In the following section, we load the model and feature extractor, get s sample input, run inference on CPU, compile the model for Neuron using `torch_neuronx.trace()` and save the optimized model as `TorchScript`.

`torch_neuronx.trace()` expects a tensor or tuple of tensor inputs to use for tracing, so we unpack the feature extractor output. Additionally, the input shape that's used duing compilation must match the input shape that's used during inference. To handle this, we pad the inputs to the maximum size that we will see during inference.

In [None]:
from PIL import Image
import requests

import torch
import torch_neuronx
from transformers import ViTFeatureExtractor, ViTForImageClassification

# Create the feature extractor and model
feature_extractor = ViTFeatureExtractor.from_pretrained('google/vit-base-patch16-224')
model = ViTForImageClassification.from_pretrained('google/vit-base-patch16-224', torchscript=True)
model.eval()

# Get an example input
url = "http://images.cocodataset.org/val2017/000000039769.jpg"
image = Image.open(requests.get(url, stream=True).raw)

inputs = feature_extractor(images=image, return_tensors="pt")

example = (inputs['pixel_values'],)

# Run inference on CPU
output_cpu = model(*example)

# Compile the model
model_neuron = torch_neuronx.trace(model, example)

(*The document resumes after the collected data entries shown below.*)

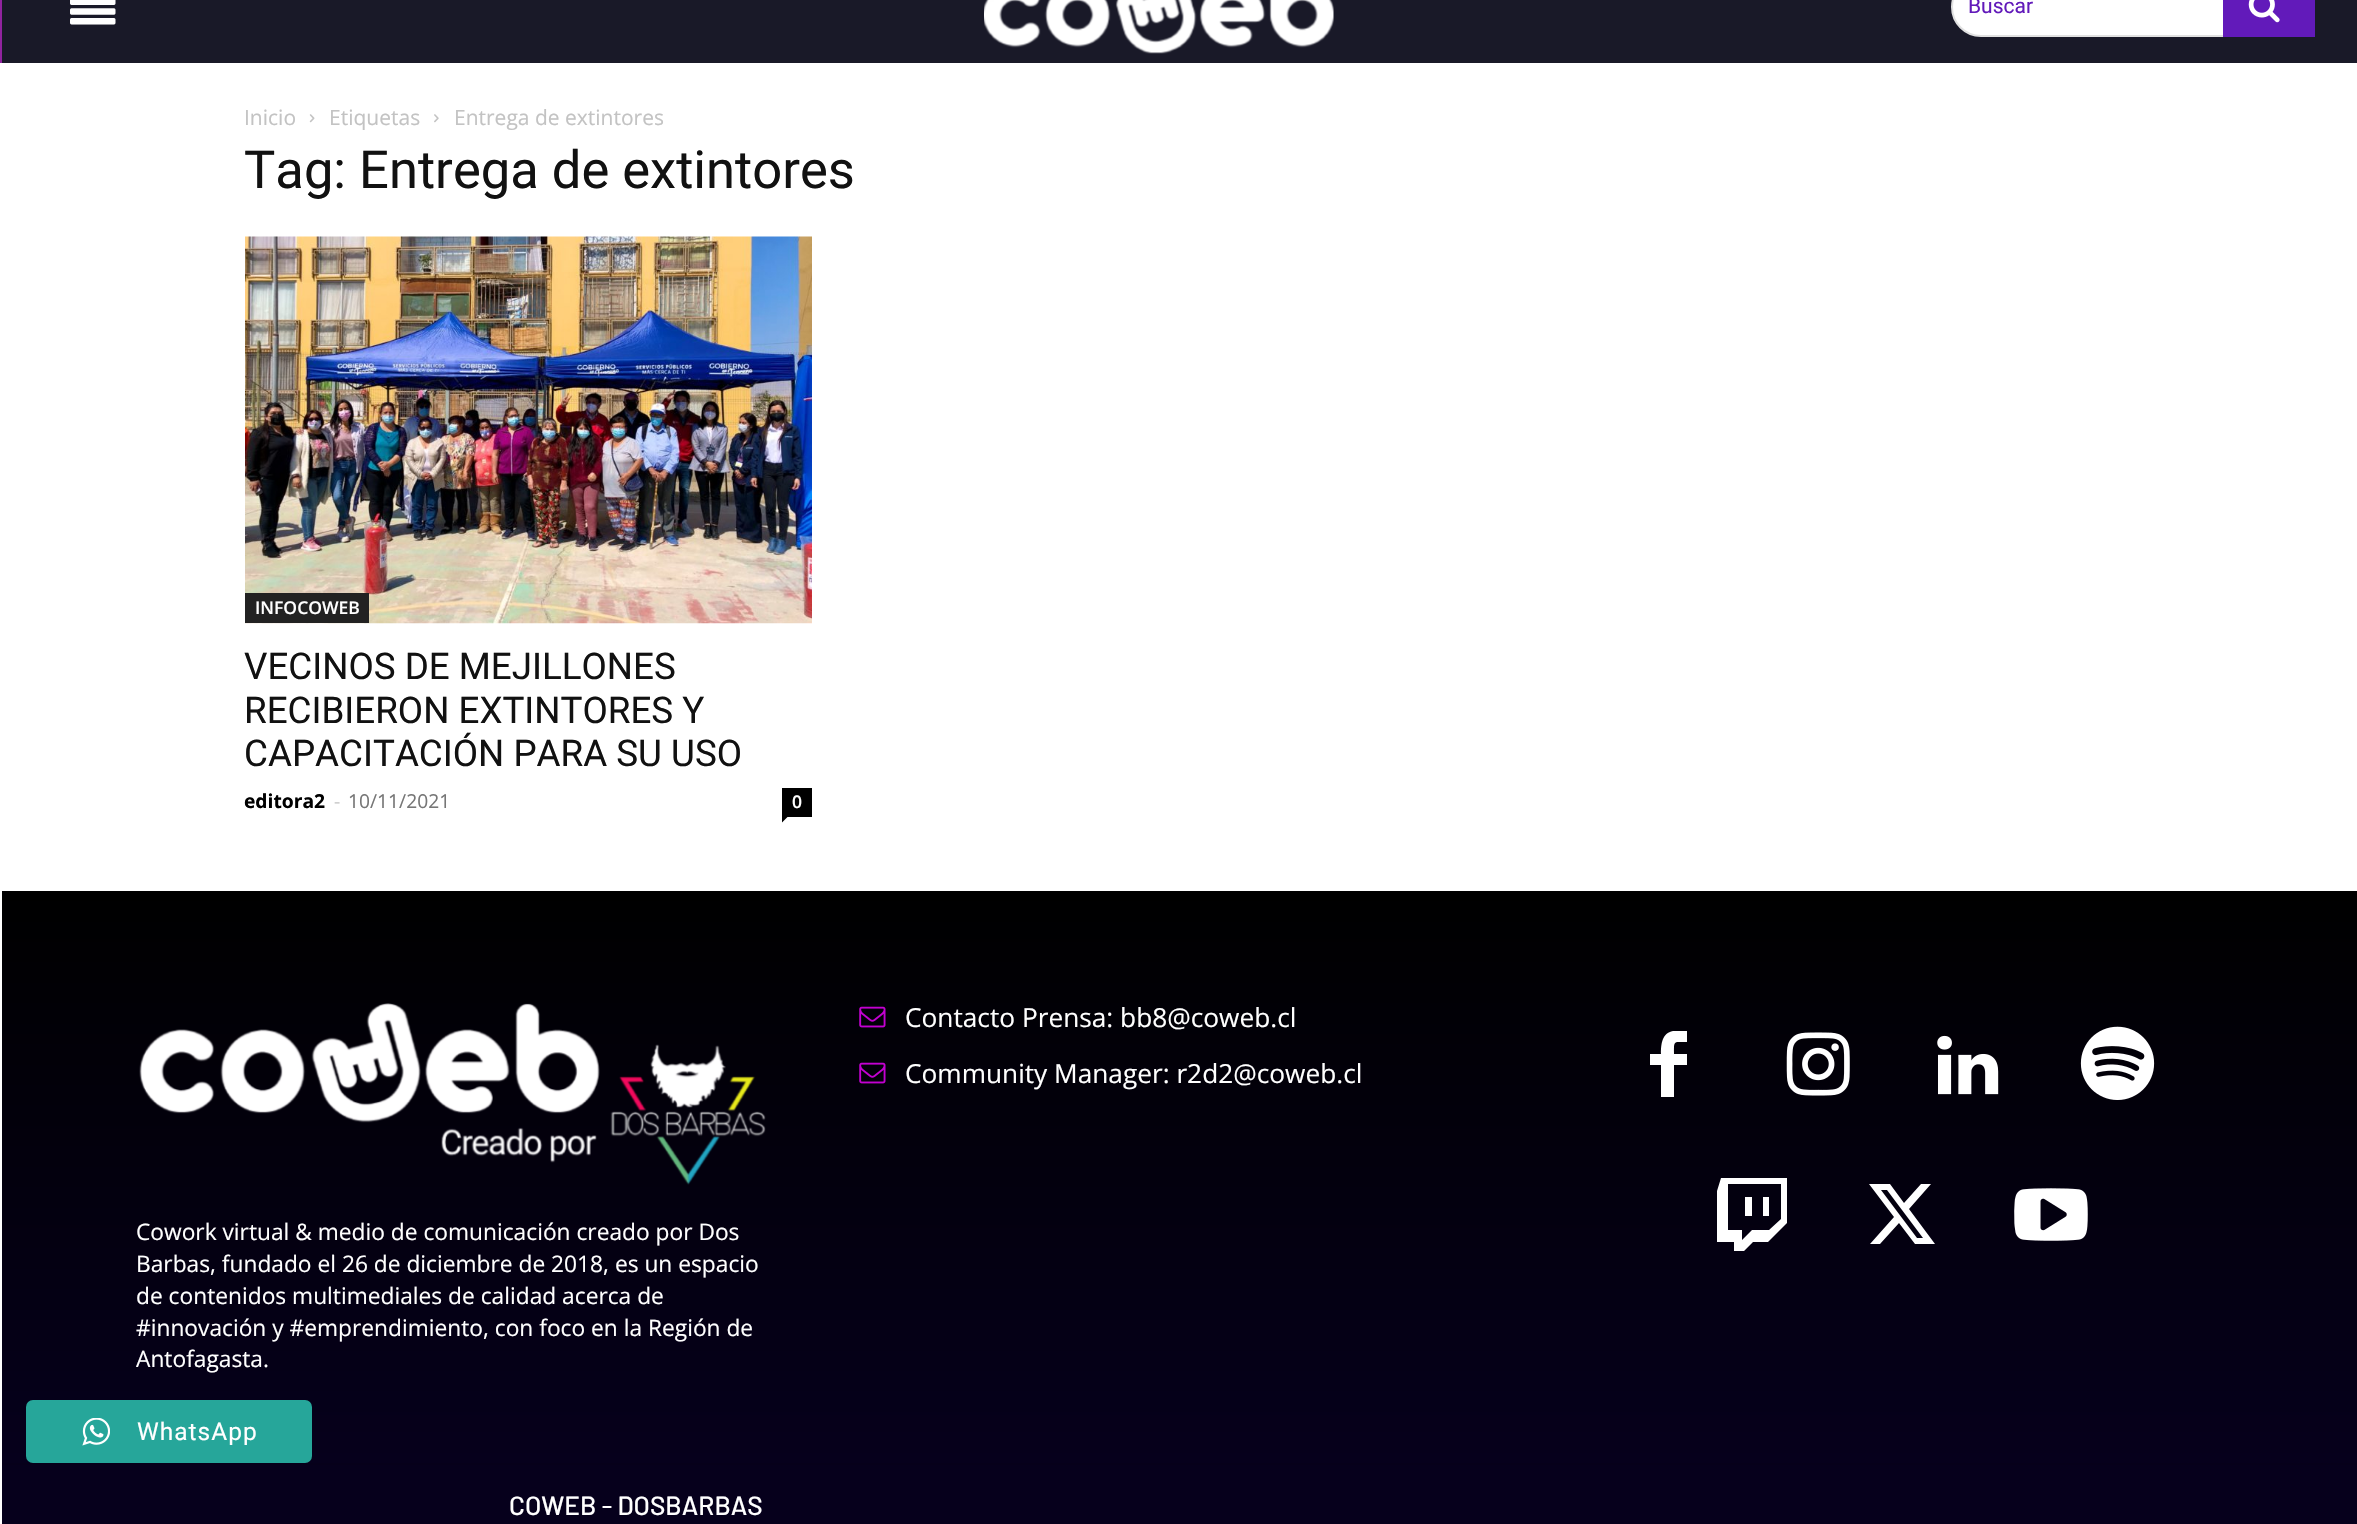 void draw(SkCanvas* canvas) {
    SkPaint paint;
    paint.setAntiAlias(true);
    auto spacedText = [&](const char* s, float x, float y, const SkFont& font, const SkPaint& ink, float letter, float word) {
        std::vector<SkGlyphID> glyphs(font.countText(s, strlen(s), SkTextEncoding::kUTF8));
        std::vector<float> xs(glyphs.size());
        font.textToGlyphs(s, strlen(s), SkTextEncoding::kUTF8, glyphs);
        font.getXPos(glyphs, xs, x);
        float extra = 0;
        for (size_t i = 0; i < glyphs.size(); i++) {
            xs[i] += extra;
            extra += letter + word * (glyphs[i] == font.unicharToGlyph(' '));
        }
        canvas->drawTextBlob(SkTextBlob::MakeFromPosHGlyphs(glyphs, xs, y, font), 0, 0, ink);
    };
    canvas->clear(0xFFFFFFFF);
    paint.setColor(0xFF91239F);
    canvas->drawRect(SkRect::MakeXYWH(0, 0, 2, 63), paint);
    paint.setColor(0xFF191928);
    canvas->drawRect(SkRect::MakeXYWH(2, 0, 2355, 63), paint);
    canvas->drawImageRect(SkImages::DeferredFromEncodedData(SkData::MakeFromFileName("img1.png")), SkRect::MakeXYWH(70, 0, 46, 25), SkSamplingOptions());
    canvas->drawImageRect(SkImages::DeferredFromEncodedData(SkData::MakeFromFileName("img2.png")), SkRect::MakeXYWH(984, 0, 350, 54), SkSamplingOptions());
    paint.setColor(0xFFFFFFFF);
    canvas->drawRoundRect(SkRect::MakeXYWH(1952, -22, 362, 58), 29, 29, paint);
    paint.setStyle(SkPaint::kStroke_Style);
    paint.setStrokeWidth(2);
    paint.setColor(0xFFE1E1E1);
    canvas->drawRoundRect(SkRect::MakeXYWH(1952, -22, 362, 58), 29, 29, paint);
    SkFont font1(fontMgr->matchFamilyStyle("Roboto", SkFontStyle::Normal()), 21);
    font1.setSubpixel(true);
    paint.setStyle(SkPaint::kFill_Style);
    paint.setColor(0xFF621ABA);
    canvas->drawString("Buscar", 1968, 13, font1, paint);
    canvas->drawRect(SkRect::MakeXYWH(2223, 0, 92, 37), paint);
    canvas->drawImageRect(SkImages::DeferredFromEncodedData(SkData::MakeFromFileName("img3.png")), SkRect::MakeXYWH(2248, 0, 32, 23), SkSamplingOptions());
    SkFont font2(fontMgr->matchFamilyStyle("Open Sans", SkFontStyle::Normal()), 21);
    font2.setSubpixel(true);
    paint.setColor(0xFFC3C3C3);
    canvas->drawString("Inicio", 244, 125, font2, paint);
    canvas->drawImageRect(SkImages::DeferredFromEncodedData(SkData::MakeFromFileName("img4.png")), SkRect::MakeXYWH(309, 114, 6, 9), SkSamplingOptions());
    canvas->drawString("Etiquetas", 329, 125, font2, paint);
    canvas->drawImageRect(SkImages::DeferredFromEncodedData(SkData::MakeFromFileName("img5.png")), SkRect::MakeXYWH(434, 114, 5, 9), SkSamplingOptions());
    canvas->drawString("Entrega de extintores", 454, 125, font2, paint);
    SkFont font3(fontMgr->matchFamilyStyle("Roboto", SkFontStyle::Normal()), 52.5f);
    font3.setSubpixel(true);
    paint.setColor(0xFF111111);
    canvas->drawString("Tag: Entrega de extintores", 244, 188, font3, paint);
    canvas->drawImageRect(SkImages::DeferredFromEncodedData(SkData::MakeFromFileName("img6.png")), SkRect::MakeXYWH(245, 236, 567, 388), SkSamplingOptions());
    paint.setColor(0xFF222222);
    canvas->drawRect(SkRect::MakeXYWH(245, 593, 124, 30), paint);
    SkFont font4(fontMgr->matchFamilyStyle("Open Sans", SkFontStyle(600, SkFontStyle::kNormal_Width, SkFontStyle::kUpright_Slant)), 17.5f);
    font4.setSubpixel(true);
    paint.setColor(0xFFFFFFFF);
    canvas->drawString("INFOCOWEB", 255, 614, font4, paint);
    SkFont font5(fontMgr->matchFamilyStyle("Roboto", SkFontStyle::Normal()), 36.75f);
    font5.setSubpixel(true);
    paint.setColor(0xFF111111);
    canvas->drawString("VECINOS DE MEJILLONES", 244, 679, font5, paint);
    canvas->drawString("RECIBIERON EXTINTORES Y", 244, 723, font5, paint);
    canvas->drawString("CAPACITACIÓN PARA SU USO", 244, 766, font5, paint);
    SkFont font6(fontMgr->matchFamilyStyle("Open Sans", SkFontStyle::Bold()), 19.25f);
    font6.setSubpixel(true);
    paint.setColor(0xFF000000);
    canvas->drawString("editora2", 244, 808, font6, paint);
    SkFont font7(fontMgr->matchFamilyStyle("Open Sans", SkFontStyle::Normal()), 19.25f);
    font7.setSubpixel(true);
    paint.setColor(0xFFCCCCCC);
    canvas->drawString("-", 334, 808, font7, paint);
    paint.setColor(0xFF767676);
    canvas->drawString("10/11/2021", 348, 808, font7, paint);
    paint.setColor(0xFF000000);
    canvas->drawRect(SkRect::MakeXYWH(782, 788, 30, 29), paint);
    paint.setColor(0xFFFFFFFF);
    canvas->drawString("0", 792, 808, font4, paint);
    paint.setColor(0xFF000000);
    canvas->drawPath(SkPathBuilder().moveTo(782, 817).lineTo(787.5f, 817).lineTo(782, 822.5f).close().detach(), paint);
    {
        const SkColor colors[] = {0xFF000000, 0xFF06001C};
        const float stops[] = {0, 1};
        const SkPoint ends[] = {{1180, 891}, {1180, 1463}};
        paint.setShader(SkGradientShader::MakeLinear(ends, colors, stops, 2, SkTileMode::kClamp));
        paint.setAlpha(255);
    }
    canvas->drawRect(SkRect::MakeXYWH(2, 891, 2355, 572), paint);
    canvas->drawImageRect(SkImages::DeferredFromEncodedData(SkData::MakeFromFileName("img7.png")), SkRect::MakeXYWH(859, 1006, 27, 22), SkSamplingOptions());
    SkFont font8(fontMgr->matchFamilyStyle("Open Sans", SkFontStyle::Normal()), 26.25f);
    font8.setSubpixel(true);
    paint.setShader(nullptr);
    paint.setColor(0xFFFFFFFF);
    canvas->drawString("Contacto Prensa: bb8@coweb.cl", 905, 1027, font8, paint);
    canvas->drawImageRect(SkImages::DeferredFromEncodedData(SkData::MakeFromFileName("img8.png")), SkRect::MakeXYWH(859, 1062, 27, 22), SkSamplingOptions());
    canvas->drawString("Community Manager: r2d2@coweb.cl", 905, 1083, font8, paint);
    canvas->drawPath(SkPathBuilder().moveTo(1687, 1042).cubicTo(1673, 1042, 1674, 1040, 1674, 1054).lineTo(1687, 1054).lineTo(1687, 1065).lineTo(1674, 1065).lineTo(1674, 1097).lineTo(1661, 1097).lineTo(1661, 1065).lineTo(1650, 1065).lineTo(1650, 1054).lineTo(1661, 1054).cubicTo(1661, 1044, 1662, 1033, 1673, 1031).lineTo(1687, 1031).close().detach(), paint);
    canvas->drawImageRect(SkImages::DeferredFromEncodedData(SkData::MakeFromFileName("img9.png")), SkRect::MakeXYWH(1786, 1032, 64, 64), SkSamplingOptions());
    canvas->drawImageRect(SkImages::DeferredFromEncodedData(SkData::MakeFromFileName("img10.png")), SkRect::MakeXYWH(1937, 1035, 62, 60), SkSamplingOptions());
    canvas->drawImageRect(SkImages::DeferredFromEncodedData(SkData::MakeFromFileName("img11.png")), SkRect::MakeXYWH(2080, 1026, 75, 74), SkSamplingOptions());
    canvas->drawPath(SkPathBuilder().moveTo(1721, 1178).lineTo(1717, 1191).lineTo(1717, 1242).lineTo(1734, 1242).lineTo(1734, 1251).lineTo(1744, 1251).lineTo(1753, 1242).lineTo(1768, 1242).lineTo(1787, 1223).lineTo(1787, 1178).close().moveTo(1728, 1184).lineTo(1781, 1184).lineTo(1781, 1219).lineTo(1769, 1230).lineTo(1752, 1230).lineTo(1742, 1240).lineTo(1742, 1230).lineTo(1728, 1230).close().moveTo(1745, 1216).lineTo(1752, 1216).lineTo(1752, 1197).lineTo(1745, 1197).close().moveTo(1763, 1216).lineTo(1769, 1216).lineTo(1769, 1197).lineTo(1763, 1197).close().detach(), paint);
    canvas->drawPath(SkPathBuilder().moveTo(1921, 1184).lineTo(1931, 1184).lineTo(1909, 1209).lineTo(1935, 1244).lineTo(1915, 1244).lineTo(1899, 1223).lineTo(1880, 1244).lineTo(1870, 1244).lineTo(1894, 1217).lineTo(1869, 1184).lineTo(1890, 1184).lineTo(1904, 1203).close().moveTo(1917, 1238).lineTo(1923, 1238).lineTo(1887, 1190).lineTo(1881, 1190).close().detach(), paint);
    canvas->drawImageRect(SkImages::DeferredFromEncodedData(SkData::MakeFromFileName("img12.png")), SkRect::MakeXYWH(2014, 1188, 74, 53), SkSamplingOptions());
    canvas->drawImageRect(SkImages::DeferredFromEncodedData(SkData::MakeFromFileName("img13.png")), SkRect::MakeXYWH(139, 1003, 627, 182), SkSamplingOptions());
    SkFont font9(fontMgr->matchFamilyStyle("Open Sans", SkFontStyle::Normal()), 22.75f);
    font9.setSubpixel(true);
    canvas->drawString("Cowork virtual & medio de comunicación creado por Dos", 136, 1240, font9, paint);
    canvas->drawString("Barbas, fundado el 26 de diciembre de 2018, es un espacio", 136, 1272, font9, paint);
    canvas->drawString("de contenidos multimediales de calidad acerca de", 136, 1304, font9, paint);
    canvas->drawString("#innovación y #emprendimiento, con foco en la Región de", 136, 1336, font9, paint);
    canvas->drawString("Antofagasta.", 136, 1367, font9, paint);
    paint.setColor(0xFF06001C);
    canvas->drawRect(SkRect::MakeXYWH(2, 1465, 2355, 59), paint);
    paint.setColor(0xFF06001A);
    canvas->drawRect(SkRect::MakeXYWH(2, 1463, 2355, 2), paint);
    SkFont font10(fontMgr->matchFamilyStyle("Barlow", SkFontStyle(500, SkFontStyle::kNormal_Width, SkFontStyle::kUpright_Slant)), 26.25f);
    font10.setSubpixel(true);
    paint.setColor(0xFFFFFFFF);
    canvas->drawString("COWEB - DOSBARBAS", 509, 1515, font10, paint);
    paint.setColor(0xFF26A69A);
    canvas->drawRoundRect(SkRect::MakeXYWH(26, 1400, 286, 63), 7, 7, paint);
    canvas->drawImageRect(SkImages::DeferredFromEncodedData(SkData::MakeFromFileName("img14.png")), SkRect::MakeXYWH(82, 1418, 28, 28), SkSamplingOptions());
    SkFont font11(fontMgr->matchFamilyStyle("Roboto", SkFontStyle::Normal()), 24.5f);
    font11.setSubpixel(true);
    paint.setColor(0xFFFFFFFF);
    spacedText("WhatsApp", 137, 1440, font11, paint, 1, 0);
}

# Save the TorchScript for inference deployment
filename = 'model.pt'
torch.jit.save(model_neuron, filename)

## Run inference and compare results

In this section we load the compiled model, run inference on Neuron, and compare the CPU and Neuron outputs.

In [None]:
# Load the TorchScript compiled model
model_neuron = torch.jit.load(filename)

# Run inference using the Neuron model
output_neuron = model_neuron(*example)

# Compare the results
print(f"CPU tensor:            {output_cpu[0][0][0:10]}")
print(f"Neuron tensor:         {output_neuron[0][0][0:10]}")
print(f"CPU classification:    {model.config.id2label[output_cpu[0].argmax(-1).item()]}")
print(f"Neuron classification: {model.config.id2label[output_neuron[0].argmax(-1).item()]}")